Records from a dataset
- Opening Delimiter -

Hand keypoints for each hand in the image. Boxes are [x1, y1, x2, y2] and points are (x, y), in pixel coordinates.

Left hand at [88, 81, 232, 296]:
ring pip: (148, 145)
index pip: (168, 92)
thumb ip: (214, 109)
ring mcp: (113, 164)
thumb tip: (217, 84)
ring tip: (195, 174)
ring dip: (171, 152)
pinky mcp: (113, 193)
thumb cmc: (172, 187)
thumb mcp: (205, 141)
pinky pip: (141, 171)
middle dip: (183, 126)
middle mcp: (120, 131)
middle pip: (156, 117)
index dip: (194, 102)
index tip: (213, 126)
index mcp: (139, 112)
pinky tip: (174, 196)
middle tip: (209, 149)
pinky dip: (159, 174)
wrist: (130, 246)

- Closing Delimiter -

• EXERCISE BRIEF
Write out each entry again, character for character.

• EXPECTED OUTPUT
Hand keypoints for each hand in the image. Boxes are [x1, y1, x2, y2] and points are (x, y), in pixel coordinates.

Left hand at [88, 81, 232, 296]:
ring pip: (148, 145)
index pip: (168, 92)
thumb ip: (214, 109)
ring mcp: (113, 164)
thumb tip: (217, 84)
ring tip: (195, 174)
ring dip: (171, 152)
pinky mcp: (113, 193)
thumb cmc: (172, 187)
thumb mcp: (205, 141)
pinky pip: (141, 171)
middle dip: (183, 126)
middle mcp: (120, 131)
middle pip: (156, 117)
index dip: (194, 102)
index tip: (213, 126)
index mcp: (139, 112)
pinky tip: (174, 196)
middle tip: (209, 149)
pinky dip: (159, 174)
wrist: (130, 246)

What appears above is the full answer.